Work request.
The data needs to be returned in full, exactly as it reads.

Data items.

= = = =

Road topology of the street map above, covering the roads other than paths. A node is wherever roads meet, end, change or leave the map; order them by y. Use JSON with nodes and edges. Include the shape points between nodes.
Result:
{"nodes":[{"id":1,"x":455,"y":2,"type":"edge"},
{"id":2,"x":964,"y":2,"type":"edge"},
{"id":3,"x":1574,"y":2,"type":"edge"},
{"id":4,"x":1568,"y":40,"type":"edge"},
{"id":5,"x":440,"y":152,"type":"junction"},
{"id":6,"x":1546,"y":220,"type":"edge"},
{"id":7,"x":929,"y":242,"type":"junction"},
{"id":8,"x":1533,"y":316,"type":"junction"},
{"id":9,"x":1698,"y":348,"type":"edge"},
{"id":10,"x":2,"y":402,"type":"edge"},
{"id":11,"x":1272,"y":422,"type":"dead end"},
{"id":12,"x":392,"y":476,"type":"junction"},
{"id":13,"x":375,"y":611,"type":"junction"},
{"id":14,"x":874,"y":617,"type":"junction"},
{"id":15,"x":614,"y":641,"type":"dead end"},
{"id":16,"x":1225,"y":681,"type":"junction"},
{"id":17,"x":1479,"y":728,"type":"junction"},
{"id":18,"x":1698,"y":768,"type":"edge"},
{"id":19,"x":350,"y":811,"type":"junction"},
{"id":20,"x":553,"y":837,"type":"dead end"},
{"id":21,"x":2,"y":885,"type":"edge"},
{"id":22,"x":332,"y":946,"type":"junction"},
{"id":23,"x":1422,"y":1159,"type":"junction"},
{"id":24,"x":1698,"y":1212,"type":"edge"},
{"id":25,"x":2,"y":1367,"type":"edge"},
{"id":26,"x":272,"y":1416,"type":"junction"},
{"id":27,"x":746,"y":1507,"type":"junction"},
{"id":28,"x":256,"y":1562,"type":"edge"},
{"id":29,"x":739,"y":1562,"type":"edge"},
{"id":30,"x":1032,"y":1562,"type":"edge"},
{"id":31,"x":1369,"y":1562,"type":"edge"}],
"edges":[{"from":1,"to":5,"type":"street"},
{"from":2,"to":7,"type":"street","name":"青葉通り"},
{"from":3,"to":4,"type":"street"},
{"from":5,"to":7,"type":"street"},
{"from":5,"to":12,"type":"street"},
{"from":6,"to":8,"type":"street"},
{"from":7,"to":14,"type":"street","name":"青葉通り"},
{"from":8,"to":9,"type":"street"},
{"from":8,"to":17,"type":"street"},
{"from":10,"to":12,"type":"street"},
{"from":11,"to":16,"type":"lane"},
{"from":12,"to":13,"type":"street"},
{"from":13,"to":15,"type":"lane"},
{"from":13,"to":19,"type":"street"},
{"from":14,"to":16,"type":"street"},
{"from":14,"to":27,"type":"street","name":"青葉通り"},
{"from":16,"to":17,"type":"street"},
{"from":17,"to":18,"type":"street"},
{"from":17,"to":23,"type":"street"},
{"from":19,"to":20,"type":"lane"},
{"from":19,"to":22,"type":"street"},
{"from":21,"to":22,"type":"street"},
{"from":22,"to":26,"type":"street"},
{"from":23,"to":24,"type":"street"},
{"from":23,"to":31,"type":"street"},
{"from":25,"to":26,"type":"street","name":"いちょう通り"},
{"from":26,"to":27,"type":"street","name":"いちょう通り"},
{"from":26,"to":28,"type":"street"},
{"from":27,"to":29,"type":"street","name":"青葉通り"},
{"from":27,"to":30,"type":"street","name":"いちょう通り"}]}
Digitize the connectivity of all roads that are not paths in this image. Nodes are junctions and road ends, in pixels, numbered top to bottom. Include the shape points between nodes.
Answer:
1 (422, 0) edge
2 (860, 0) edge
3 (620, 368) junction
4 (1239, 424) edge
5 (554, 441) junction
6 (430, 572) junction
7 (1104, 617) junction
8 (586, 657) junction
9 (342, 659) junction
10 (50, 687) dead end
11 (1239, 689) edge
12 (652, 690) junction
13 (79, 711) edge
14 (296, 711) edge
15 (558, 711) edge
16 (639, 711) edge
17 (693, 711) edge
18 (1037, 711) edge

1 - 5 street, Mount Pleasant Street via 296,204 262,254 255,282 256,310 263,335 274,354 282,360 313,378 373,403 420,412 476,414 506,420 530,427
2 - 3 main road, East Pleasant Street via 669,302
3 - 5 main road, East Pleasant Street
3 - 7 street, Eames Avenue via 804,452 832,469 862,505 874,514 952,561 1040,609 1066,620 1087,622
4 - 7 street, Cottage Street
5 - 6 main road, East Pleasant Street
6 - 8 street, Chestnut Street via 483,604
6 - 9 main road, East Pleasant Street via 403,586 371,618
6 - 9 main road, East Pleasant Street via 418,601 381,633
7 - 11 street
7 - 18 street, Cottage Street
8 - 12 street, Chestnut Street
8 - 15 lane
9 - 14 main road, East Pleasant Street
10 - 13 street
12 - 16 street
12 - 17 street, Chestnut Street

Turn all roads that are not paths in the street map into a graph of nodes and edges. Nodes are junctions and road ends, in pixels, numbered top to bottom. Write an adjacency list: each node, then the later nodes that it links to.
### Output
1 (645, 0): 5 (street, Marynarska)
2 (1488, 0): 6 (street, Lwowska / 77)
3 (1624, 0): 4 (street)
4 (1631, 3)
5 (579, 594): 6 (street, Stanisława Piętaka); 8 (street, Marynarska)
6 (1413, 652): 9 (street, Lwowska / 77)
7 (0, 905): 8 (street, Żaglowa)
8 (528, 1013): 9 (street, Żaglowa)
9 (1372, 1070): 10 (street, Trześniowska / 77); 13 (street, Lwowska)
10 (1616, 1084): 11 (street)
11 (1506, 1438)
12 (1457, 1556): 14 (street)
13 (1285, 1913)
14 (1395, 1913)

= = = =

Reply to the task.
Road topology of the street map above, covering the roads other than paths. A node is wherever roads meet, end, change or leave the map; order them by y. Use JSON with nodes and edges. Include the shape points between nodes.
Result:
{"nodes":[{"id":1,"x":455,"y":2,"type":"edge"},
{"id":2,"x":964,"y":2,"type":"edge"},
{"id":3,"x":1574,"y":2,"type":"edge"},
{"id":4,"x":1568,"y":40,"type":"edge"},
{"id":5,"x":440,"y":152,"type":"junction"},
{"id":6,"x":1546,"y":220,"type":"edge"},
{"id":7,"x":929,"y":242,"type":"junction"},
{"id":8,"x":1533,"y":316,"type":"junction"},
{"id":9,"x":1698,"y":348,"type":"edge"},
{"id":10,"x":2,"y":402,"type":"edge"},
{"id":11,"x":1272,"y":422,"type":"dead end"},
{"id":12,"x":392,"y":476,"type":"junction"},
{"id":13,"x":375,"y":611,"type":"junction"},
{"id":14,"x":874,"y":617,"type":"junction"},
{"id":15,"x":614,"y":641,"type":"dead end"},
{"id":16,"x":1225,"y":681,"type":"junction"},
{"id":17,"x":1479,"y":728,"type":"junction"},
{"id":18,"x":1698,"y":768,"type":"edge"},
{"id":19,"x":350,"y":811,"type":"junction"},
{"id":20,"x":553,"y":837,"type":"dead end"},
{"id":21,"x":2,"y":885,"type":"edge"},
{"id":22,"x":332,"y":946,"type":"junction"},
{"id":23,"x":1422,"y":1159,"type":"junction"},
{"id":24,"x":1698,"y":1212,"type":"edge"},
{"id":25,"x":2,"y":1367,"type":"edge"},
{"id":26,"x":272,"y":1416,"type":"junction"},
{"id":27,"x":746,"y":1507,"type":"junction"},
{"id":28,"x":256,"y":1562,"type":"edge"},
{"id":29,"x":739,"y":1562,"type":"edge"},
{"id":30,"x":1032,"y":1562,"type":"edge"},
{"id":31,"x":1369,"y":1562,"type":"edge"}],
"edges":[{"from":1,"to":5,"type":"street"},
{"from":2,"to":7,"type":"street","name":"青葉通り"},
{"from":3,"to":4,"type":"street"},
{"from":5,"to":7,"type":"street"},
{"from":5,"to":12,"type":"street"},
{"from":6,"to":8,"type":"street"},
{"from":7,"to":14,"type":"street","name":"青葉通り"},
{"from":8,"to":9,"type":"street"},
{"from":8,"to":17,"type":"street"},
{"from":10,"to":12,"type":"street"},
{"from":11,"to":16,"type":"lane"},
{"from":12,"to":13,"type":"street"},
{"from":13,"to":15,"type":"lane"},
{"from":13,"to":19,"type":"street"},
{"from":14,"to":16,"type":"street"},
{"from":14,"to":27,"type":"street","name":"青葉通り"},
{"from":16,"to":17,"type":"street"},
{"from":17,"to":18,"type":"street"},
{"from":17,"to":23,"type":"street"},
{"from":19,"to":20,"type":"lane"},
{"from":19,"to":22,"type":"street"},
{"from":21,"to":22,"type":"street"},
{"from":22,"to":26,"type":"street"},
{"from":23,"to":24,"type":"street"},
{"from":23,"to":31,"type":"street"},
{"from":25,"to":26,"type":"street","name":"いちょう通り"},
{"from":26,"to":27,"type":"street","name":"いちょう通り"},
{"from":26,"to":28,"type":"street"},
{"from":27,"to":29,"type":"street","name":"青葉通り"},
{"from":27,"to":30,"type":"street","name":"いちょう通り"}]}
Digitize the connectivity of all roads that are not paths in this image. Nodes are junctions and road ends, in pixels, numbered top to bottom. Include the shape points between nodes.
Answer:
1 (422, 0) edge
2 (860, 0) edge
3 (620, 368) junction
4 (1239, 424) edge
5 (554, 441) junction
6 (430, 572) junction
7 (1104, 617) junction
8 (586, 657) junction
9 (342, 659) junction
10 (50, 687) dead end
11 (1239, 689) edge
12 (652, 690) junction
13 (79, 711) edge
14 (296, 711) edge
15 (558, 711) edge
16 (639, 711) edge
17 (693, 711) edge
18 (1037, 711) edge

1 - 5 street, Mount Pleasant Street via 296,204 262,254 255,282 256,310 263,335 274,354 282,360 313,378 373,403 420,412 476,414 506,420 530,427
2 - 3 main road, East Pleasant Street via 669,302
3 - 5 main road, East Pleasant Street
3 - 7 street, Eames Avenue via 804,452 832,469 862,505 874,514 952,561 1040,609 1066,620 1087,622
4 - 7 street, Cottage Street
5 - 6 main road, East Pleasant Street
6 - 8 street, Chestnut Street via 483,604
6 - 9 main road, East Pleasant Street via 403,586 371,618
6 - 9 main road, East Pleasant Street via 418,601 381,633
7 - 11 street
7 - 18 street, Cottage Street
8 - 12 street, Chestnut Street
8 - 15 lane
9 - 14 main road, East Pleasant Street
10 - 13 street
12 - 16 street
12 - 17 street, Chestnut Street

Turn all roads that are not paths in the street map into a graph of nodes and edges. Nodes are junctions and road ends, in pixels, numbered top to bottom. Write an adjacency list: each node, then the later nodes that it links to.
### Output
1 (645, 0): 5 (street, Marynarska)
2 (1488, 0): 6 (street, Lwowska / 77)
3 (1624, 0): 4 (street)
4 (1631, 3)
5 (579, 594): 6 (street, Stanisława Piętaka); 8 (street, Marynarska)
6 (1413, 652): 9 (street, Lwowska / 77)
7 (0, 905): 8 (street, Żaglowa)
8 (528, 1013): 9 (street, Żaglowa)
9 (1372, 1070): 10 (street, Trześniowska / 77); 13 (street, Lwowska)
10 (1616, 1084): 11 (street)
11 (1506, 1438)
12 (1457, 1556): 14 (street)
13 (1285, 1913)
14 (1395, 1913)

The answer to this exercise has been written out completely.